▶ **Work instruction**:
Your answer is a copy of every line in the records where "image" appears.

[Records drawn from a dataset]
◇ ◇ ◇ ◇ ◇
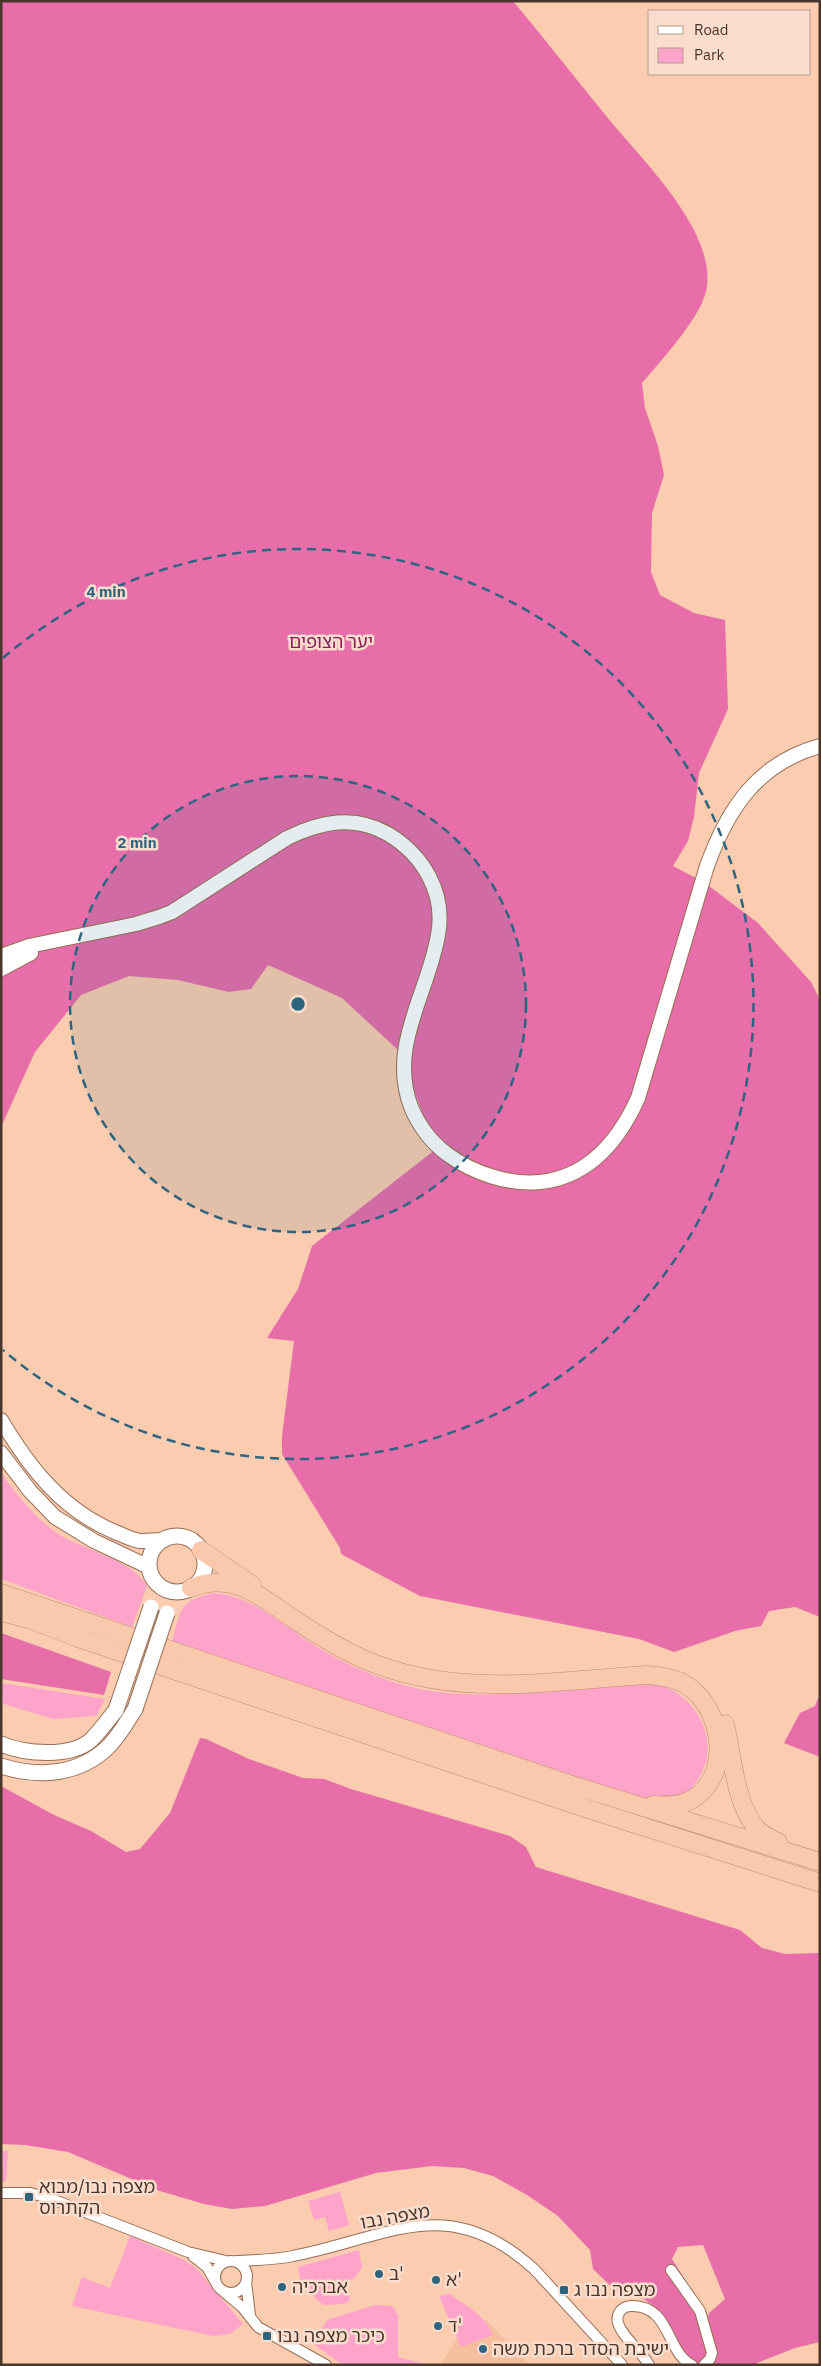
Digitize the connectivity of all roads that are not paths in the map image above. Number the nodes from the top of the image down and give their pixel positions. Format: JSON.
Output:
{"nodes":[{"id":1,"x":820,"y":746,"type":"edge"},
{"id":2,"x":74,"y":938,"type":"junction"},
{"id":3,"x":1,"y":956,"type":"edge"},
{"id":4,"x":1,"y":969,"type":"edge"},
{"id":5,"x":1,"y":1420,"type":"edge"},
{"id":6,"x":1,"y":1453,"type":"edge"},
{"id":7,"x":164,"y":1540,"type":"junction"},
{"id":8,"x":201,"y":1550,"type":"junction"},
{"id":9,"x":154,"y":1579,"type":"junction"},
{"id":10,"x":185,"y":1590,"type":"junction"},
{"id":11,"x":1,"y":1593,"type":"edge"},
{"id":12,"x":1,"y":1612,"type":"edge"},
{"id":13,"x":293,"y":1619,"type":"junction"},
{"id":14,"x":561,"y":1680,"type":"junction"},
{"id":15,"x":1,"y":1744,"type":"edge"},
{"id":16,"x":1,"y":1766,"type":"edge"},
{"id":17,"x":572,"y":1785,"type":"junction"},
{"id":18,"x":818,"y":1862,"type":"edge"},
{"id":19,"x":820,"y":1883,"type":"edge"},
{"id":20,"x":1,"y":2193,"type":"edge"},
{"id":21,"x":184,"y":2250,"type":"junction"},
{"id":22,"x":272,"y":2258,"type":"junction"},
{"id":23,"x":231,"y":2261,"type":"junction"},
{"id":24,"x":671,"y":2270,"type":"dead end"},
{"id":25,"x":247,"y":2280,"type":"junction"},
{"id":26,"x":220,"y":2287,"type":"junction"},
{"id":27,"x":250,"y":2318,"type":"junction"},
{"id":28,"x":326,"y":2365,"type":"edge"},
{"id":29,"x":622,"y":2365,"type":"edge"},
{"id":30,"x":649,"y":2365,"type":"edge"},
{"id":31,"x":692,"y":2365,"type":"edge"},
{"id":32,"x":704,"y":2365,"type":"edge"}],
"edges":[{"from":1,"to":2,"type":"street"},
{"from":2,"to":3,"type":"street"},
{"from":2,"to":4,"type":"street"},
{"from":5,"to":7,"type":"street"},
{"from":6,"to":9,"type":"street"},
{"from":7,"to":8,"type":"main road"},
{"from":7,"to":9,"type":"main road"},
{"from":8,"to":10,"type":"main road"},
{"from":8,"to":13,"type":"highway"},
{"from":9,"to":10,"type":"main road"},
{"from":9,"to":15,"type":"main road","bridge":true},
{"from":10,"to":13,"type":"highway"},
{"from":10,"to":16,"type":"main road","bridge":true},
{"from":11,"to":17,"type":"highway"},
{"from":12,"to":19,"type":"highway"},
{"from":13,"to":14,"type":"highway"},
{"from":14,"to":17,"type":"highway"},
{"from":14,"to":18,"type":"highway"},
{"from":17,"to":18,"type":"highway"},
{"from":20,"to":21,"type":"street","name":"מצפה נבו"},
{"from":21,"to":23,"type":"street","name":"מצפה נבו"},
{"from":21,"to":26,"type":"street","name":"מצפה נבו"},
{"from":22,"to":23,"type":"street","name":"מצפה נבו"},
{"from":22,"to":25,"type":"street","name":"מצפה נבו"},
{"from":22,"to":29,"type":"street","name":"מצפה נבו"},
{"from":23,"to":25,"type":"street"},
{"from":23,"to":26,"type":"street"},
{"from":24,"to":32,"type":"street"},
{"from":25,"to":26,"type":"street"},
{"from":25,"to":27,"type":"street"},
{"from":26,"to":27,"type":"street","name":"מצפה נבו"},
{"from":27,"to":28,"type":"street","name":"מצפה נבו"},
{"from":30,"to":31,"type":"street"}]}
◇ ◇ ◇ ◇ ◇
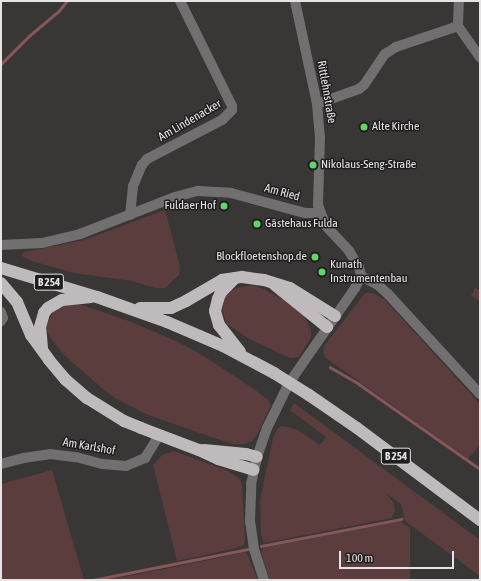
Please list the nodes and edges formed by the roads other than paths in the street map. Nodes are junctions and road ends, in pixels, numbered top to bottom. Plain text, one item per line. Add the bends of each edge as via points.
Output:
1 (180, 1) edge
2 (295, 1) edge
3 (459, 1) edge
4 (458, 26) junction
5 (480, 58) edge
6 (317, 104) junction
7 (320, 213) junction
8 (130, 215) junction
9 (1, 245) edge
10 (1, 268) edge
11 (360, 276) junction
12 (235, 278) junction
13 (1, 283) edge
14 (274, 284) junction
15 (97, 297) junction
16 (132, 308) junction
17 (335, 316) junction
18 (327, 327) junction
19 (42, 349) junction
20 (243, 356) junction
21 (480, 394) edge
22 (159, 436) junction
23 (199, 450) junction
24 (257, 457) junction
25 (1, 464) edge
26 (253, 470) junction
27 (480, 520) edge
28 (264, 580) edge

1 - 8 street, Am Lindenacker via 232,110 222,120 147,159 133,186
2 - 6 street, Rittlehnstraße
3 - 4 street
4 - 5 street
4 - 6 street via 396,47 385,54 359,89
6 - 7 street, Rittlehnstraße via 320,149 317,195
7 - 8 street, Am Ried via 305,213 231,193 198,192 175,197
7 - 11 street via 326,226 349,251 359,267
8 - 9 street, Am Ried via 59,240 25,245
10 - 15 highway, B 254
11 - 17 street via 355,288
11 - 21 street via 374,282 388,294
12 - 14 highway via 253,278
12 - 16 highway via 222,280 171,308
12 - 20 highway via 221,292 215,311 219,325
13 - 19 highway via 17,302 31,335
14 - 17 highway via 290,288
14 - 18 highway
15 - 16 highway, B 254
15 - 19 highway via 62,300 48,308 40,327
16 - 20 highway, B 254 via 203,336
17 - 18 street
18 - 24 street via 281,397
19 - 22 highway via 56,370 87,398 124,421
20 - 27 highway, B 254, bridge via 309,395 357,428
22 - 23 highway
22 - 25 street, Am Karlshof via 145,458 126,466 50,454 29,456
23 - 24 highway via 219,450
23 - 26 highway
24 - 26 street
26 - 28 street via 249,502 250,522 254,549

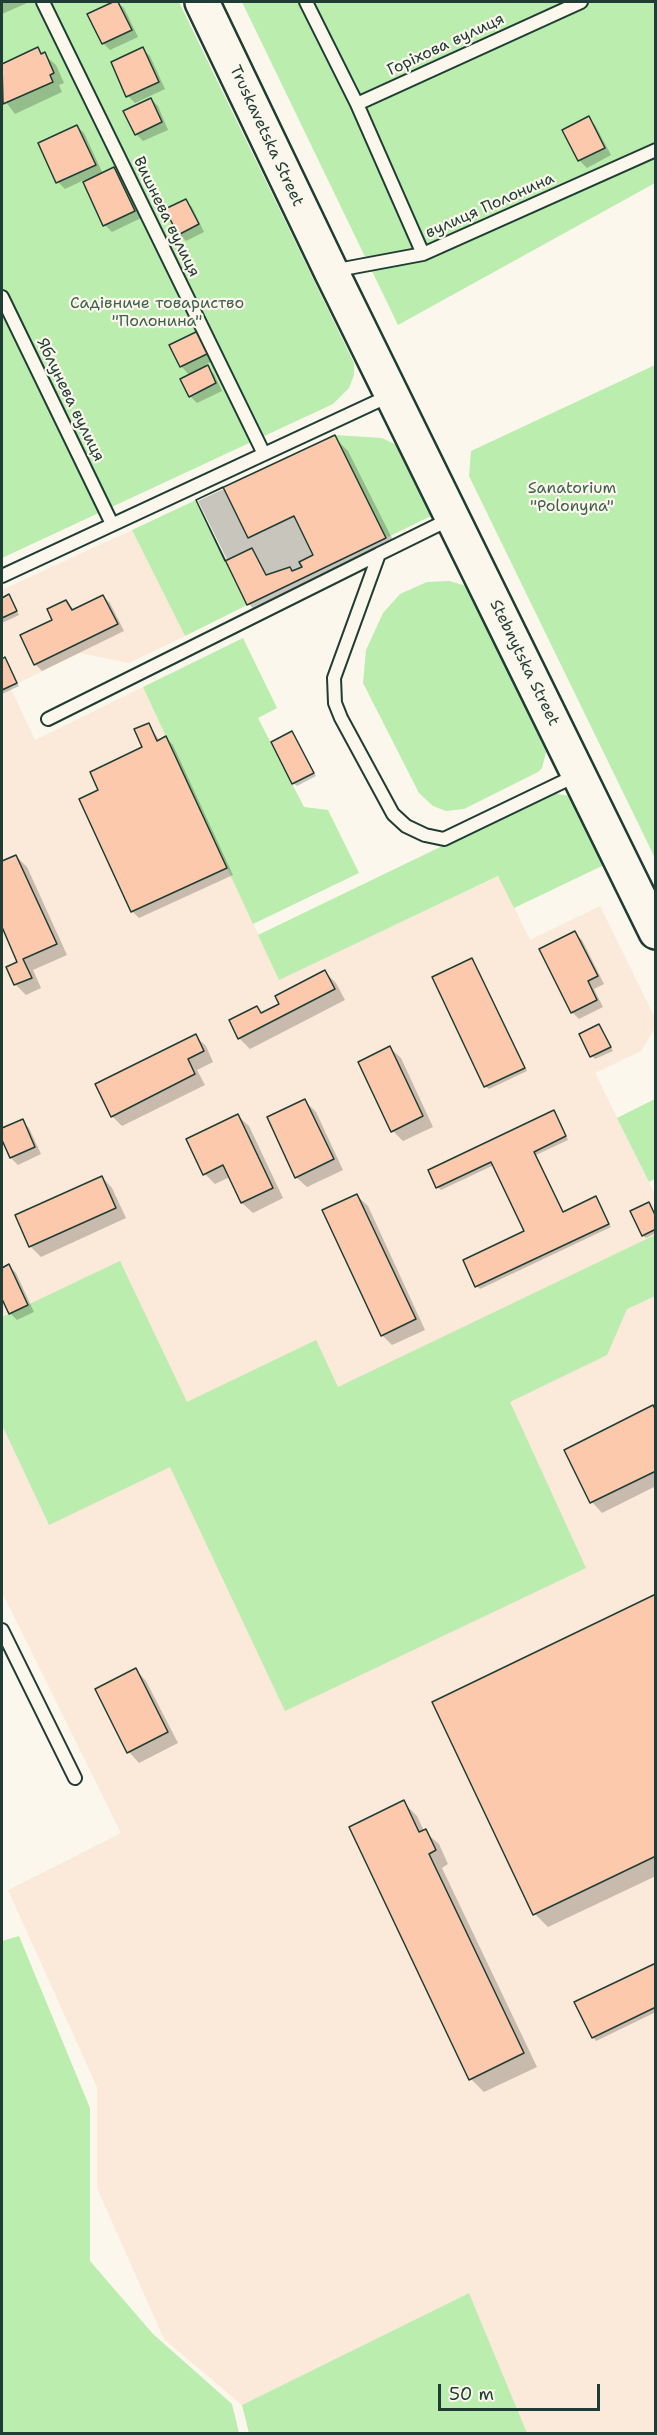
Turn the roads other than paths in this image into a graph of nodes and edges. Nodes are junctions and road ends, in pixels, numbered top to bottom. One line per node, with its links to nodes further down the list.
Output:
◇ ◇ ◇ ◇ ◇
▶ **Written answer**:
Digitize the connectivity of all roads that are not paths in the map image above. Number the nodes from the top of the image down and give their pixel positions. Format: JSON.
Turn the roads other than paths in this image into a graph of nodes and edges. Nodes are junctions and road ends, in pixels, numbered top to bottom. One line per node, with its links to nodes further down the list.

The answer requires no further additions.